Mine are for Dubai and mindfulness apps, but go on. That’s an hour and 26 minutes a day, or 41,000 hours in a lifetime (for someone who gets a smartphone aged 10 and survives to the predicted average age of 88).
My doomscrolling suggests it’s unlikely any of us will be surviving to 88 soon. But that is shocking. It’s four years and eight months, somewhere between the lifespan of a feral pigeon and a ferret.
A weird way to put it, but OK. Fine. In four years and eight months, a human goes from a helpless larva to a fully fledged person with bladder control and opinions about Bluey.
Better. Just think what you could do in that time. You could do a PhD, you could go to veterinary school and find out how to extend feral pigeon lifespans, you could write 107 romance novels (if you match Barbara Cartland’s 1976 record of 23) … You could go to Jupiter (almost, theoretically)!
I could not do any of that. Maybe not, but you can certainly do better things with your one wild and precious life than “unintentionally” scrolling through infinite horrors on your phone because a bunch of irresponsible billionaires precision-engineered it that way. Study something fun, travel, volunteer …

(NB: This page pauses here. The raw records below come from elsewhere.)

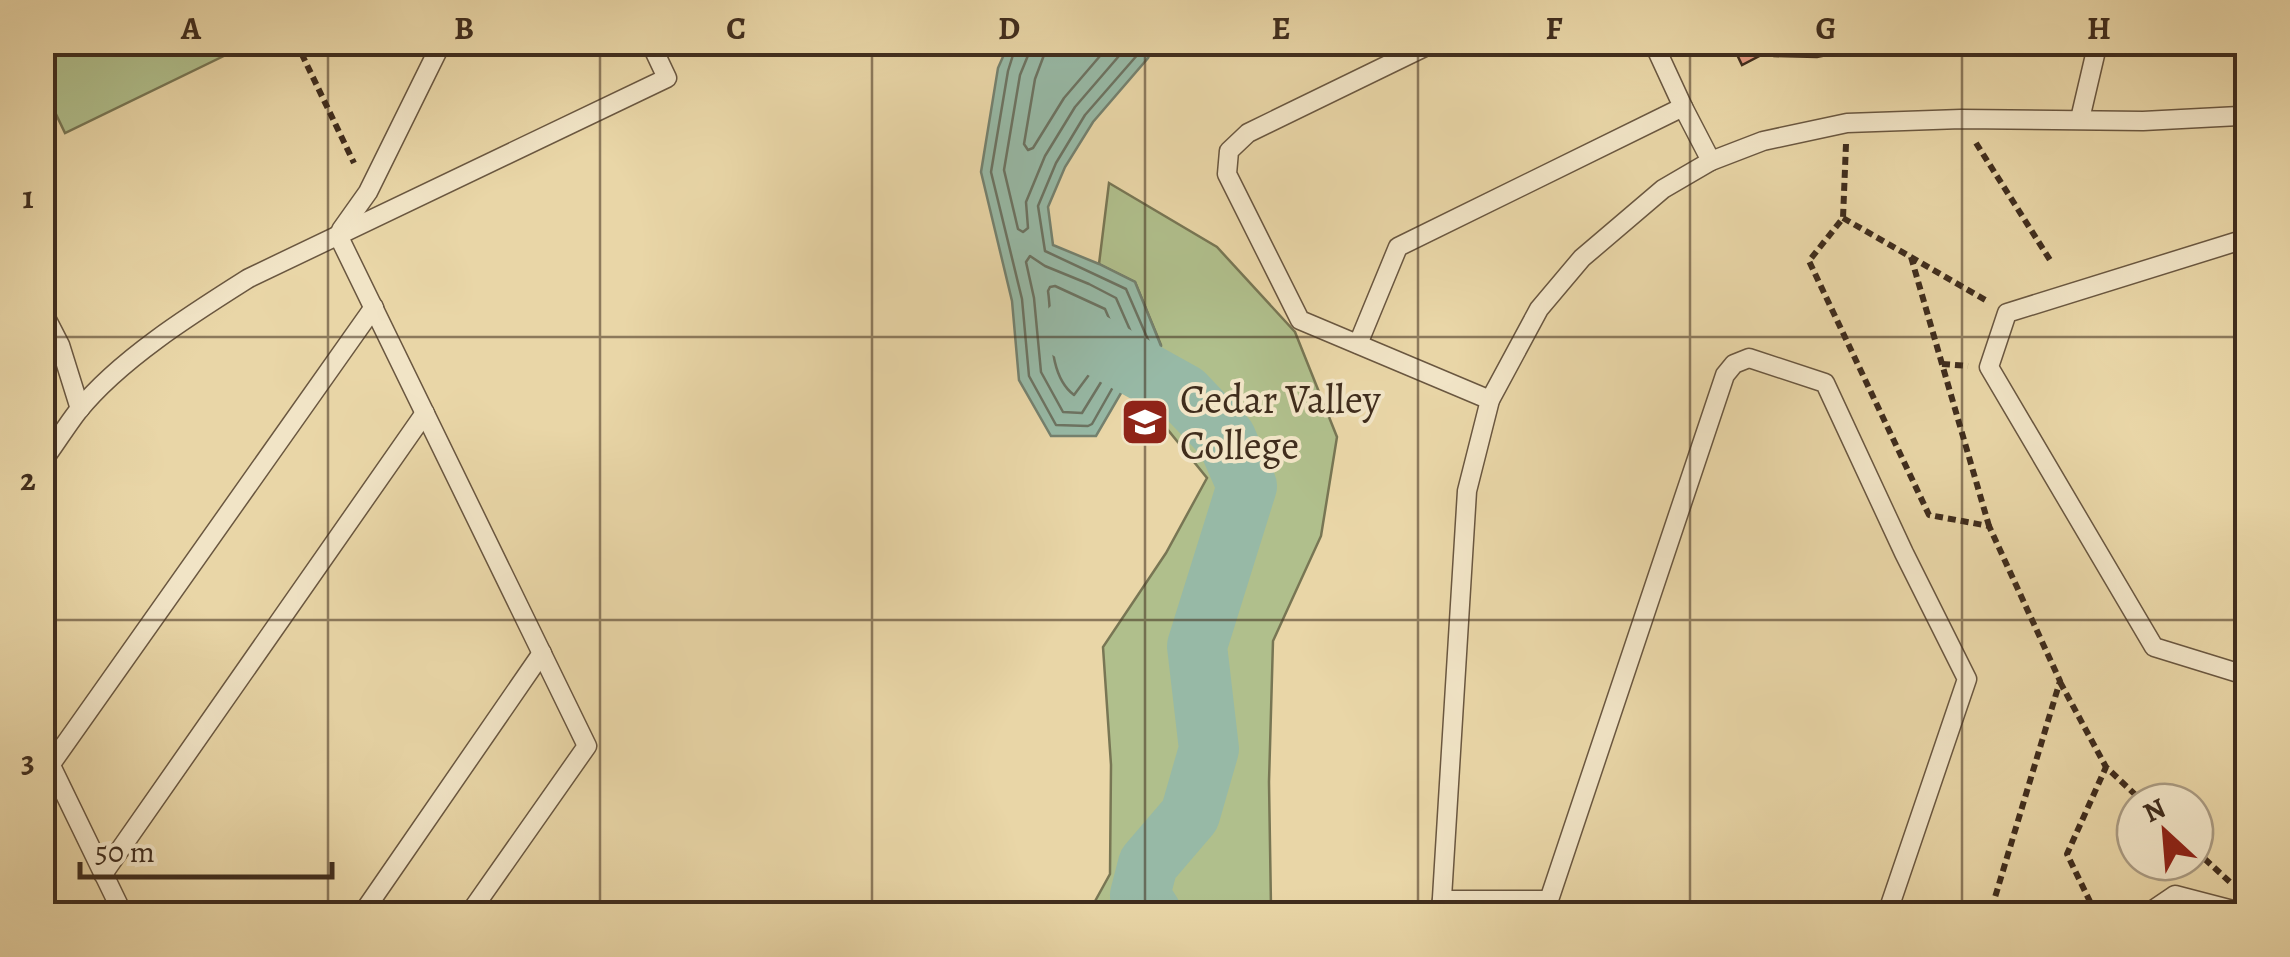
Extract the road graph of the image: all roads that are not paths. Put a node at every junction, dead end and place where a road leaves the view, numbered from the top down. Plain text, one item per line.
1 (442, 42) edge
2 (650, 42) edge
3 (1435, 42) edge
4 (1653, 42) edge
5 (2098, 42) edge
6 (1683, 107) junction
7 (2248, 113) edge
8 (2080, 119) junction
9 (1711, 161) junction
10 (338, 234) junction
11 (2248, 238) edge
12 (374, 307) junction
13 (42, 310) edge
14 (1358, 344) junction
15 (1490, 400) junction
16 (80, 410) junction
17 (425, 413) junction
18 (42, 462) edge
19 (542, 653) junction
20 (2248, 676) edge
21 (47, 756) edge
22 (103, 874) junction
23 (1442, 907) edge
24 (1549, 907) edge
25 (2238, 913) edge
26 (122, 914) edge
27 (362, 914) edge
28 (469, 914) edge
29 (1887, 914) edge
30 (2147, 914) edge

1 - 10 lane
2 - 10 lane
3 - 14 lane
4 - 6 lane
5 - 8 lane
6 - 9 lane
6 - 14 lane
7 - 8 lane
8 - 9 lane
9 - 15 lane
10 - 12 lane
10 - 16 lane
11 - 20 lane
12 - 17 lane
12 - 21 lane
13 - 16 lane
14 - 15 lane
15 - 23 lane
16 - 18 lane
17 - 19 lane
17 - 22 lane
19 - 27 lane
19 - 28 lane
21 - 22 lane
22 - 26 lane
23 - 24 lane
24 - 29 lane
25 - 30 lane

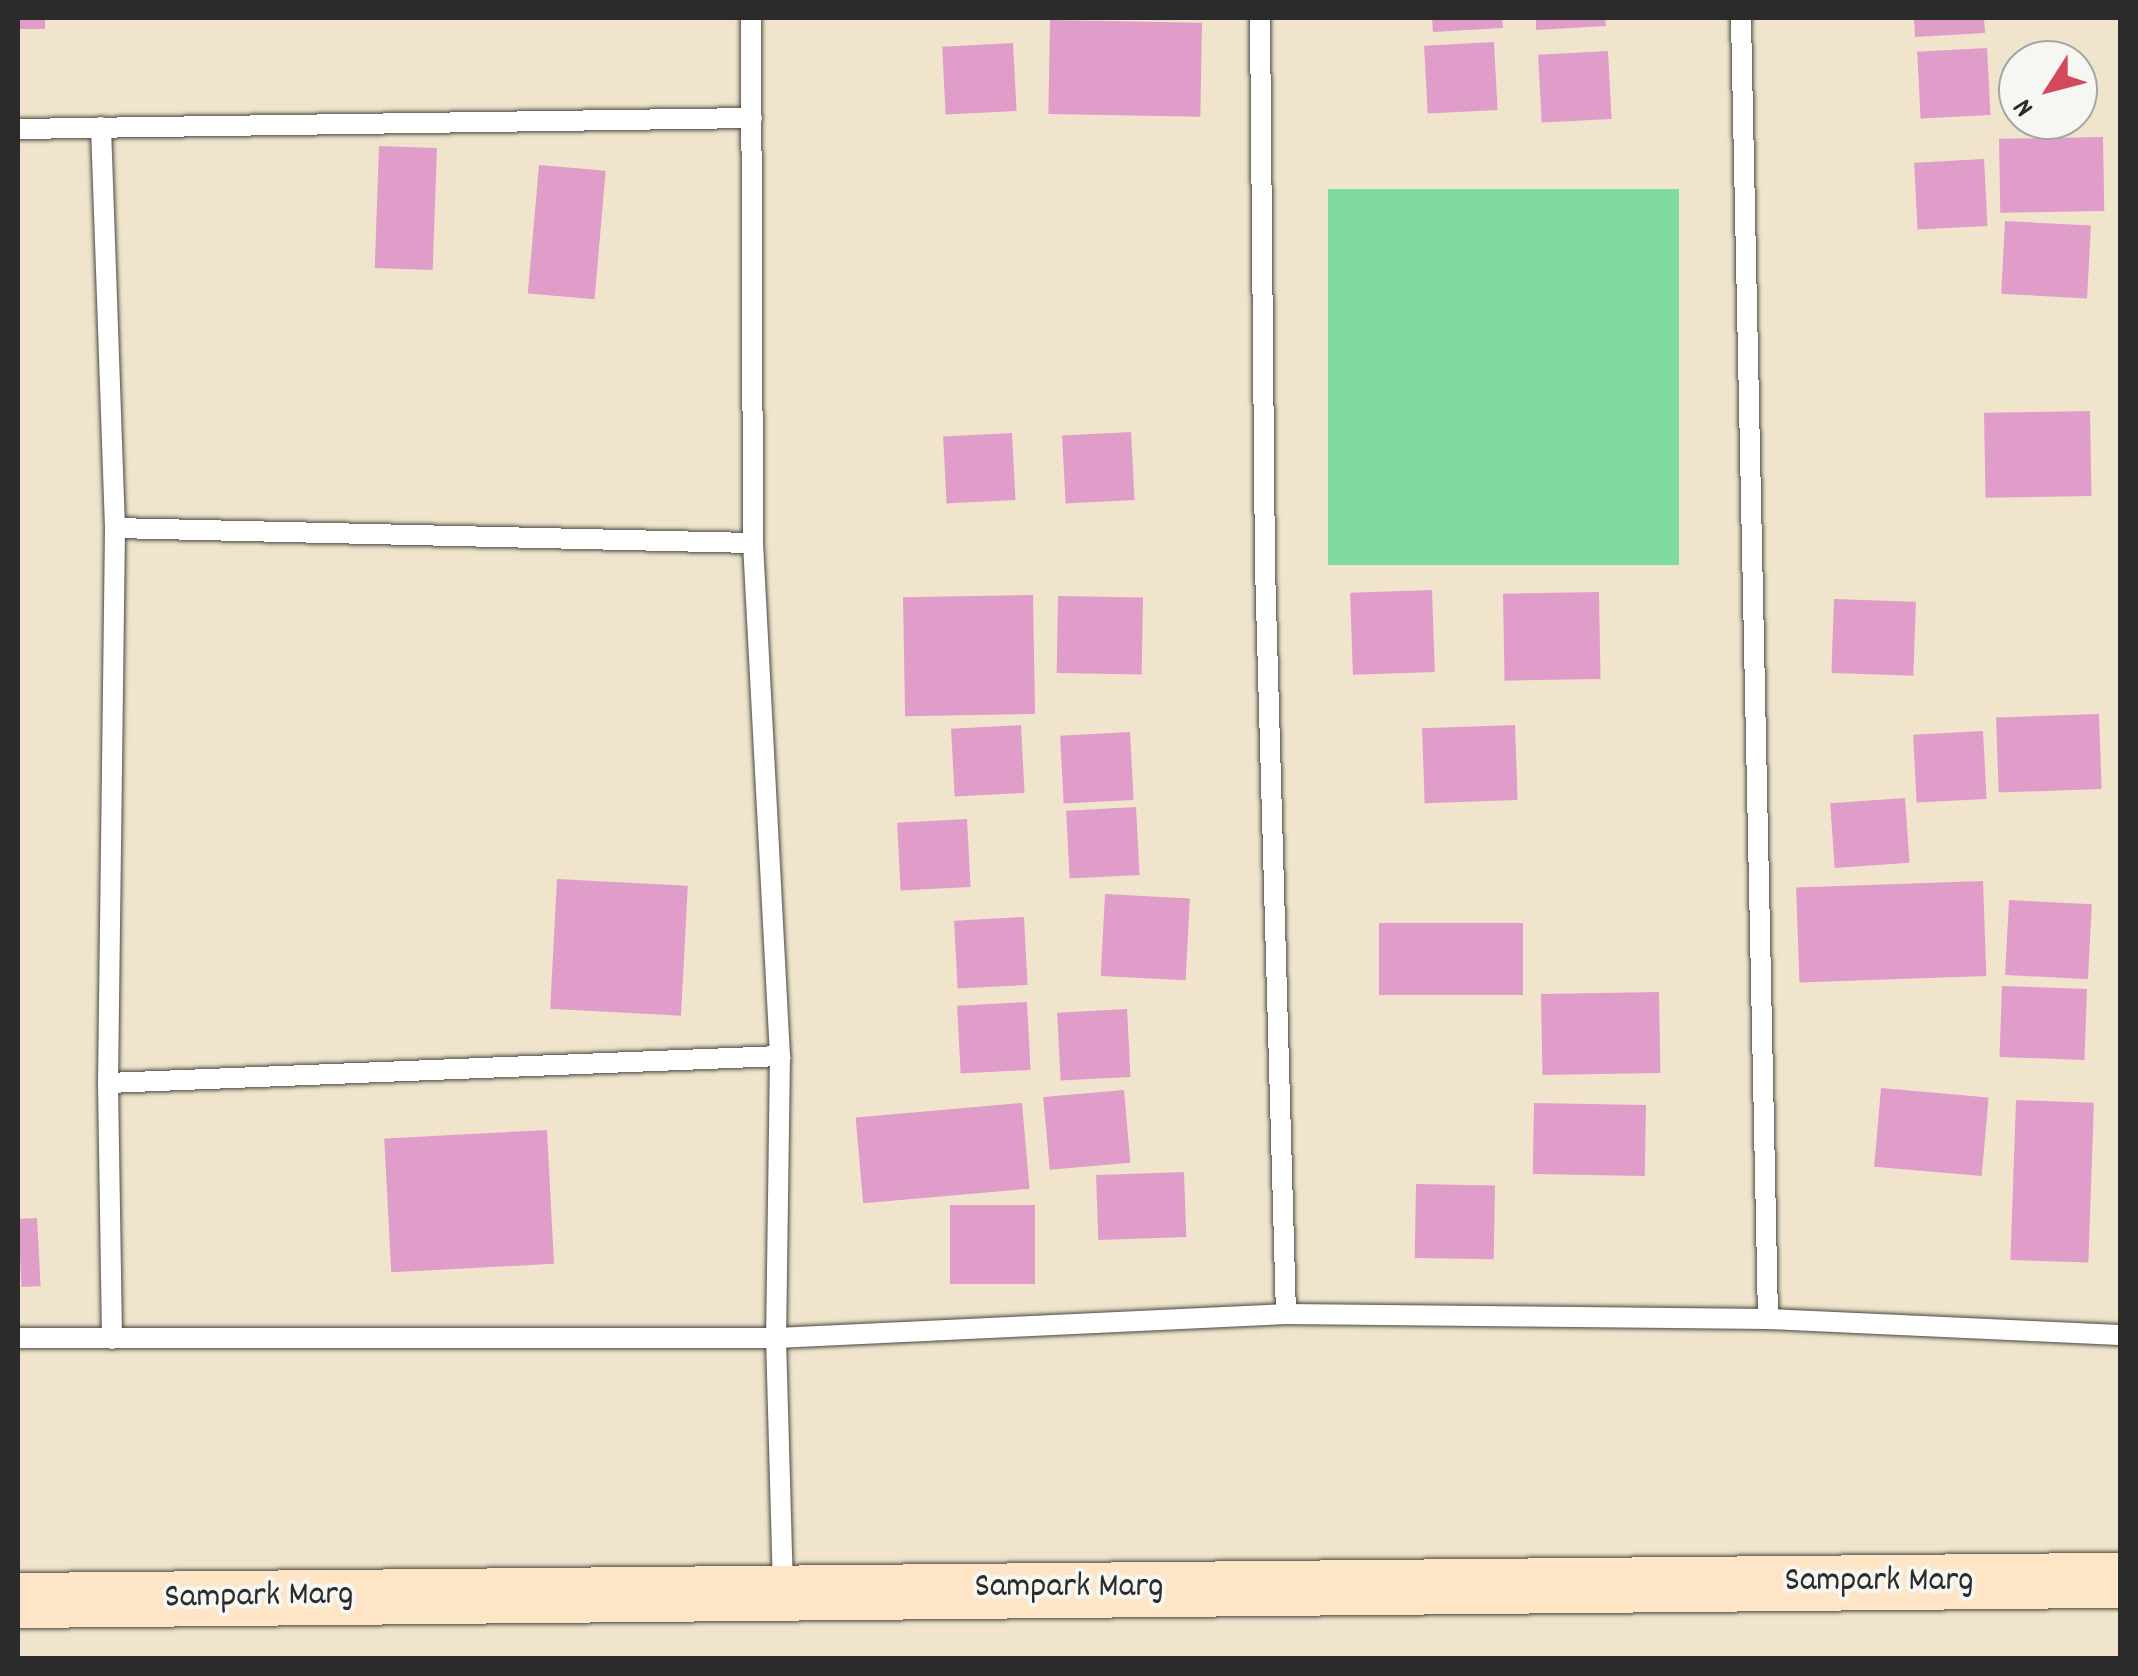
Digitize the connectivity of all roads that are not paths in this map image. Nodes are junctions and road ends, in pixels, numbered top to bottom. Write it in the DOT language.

You’re right, but how? As you say, the billionaires have stitched us up. In 2020, journalist Karen Ho created a Twitter “doomscrolling reminder bot” that issued helpful nightly reminders (“Hey, are you doomscrolling?”) to encourage people to stop. Surely now it would be easy to get AI to do something similar, but customised for each of us?
Are you saying this is something the technology my doomscrolling has made me terrified of could actually help with? Who knows, but stranger things have happened.
Do say: “Hey, are you doomscrolling?”
Don’t say: “You have 10 seconds to stop before your robot overlord administers your mandated punishment.”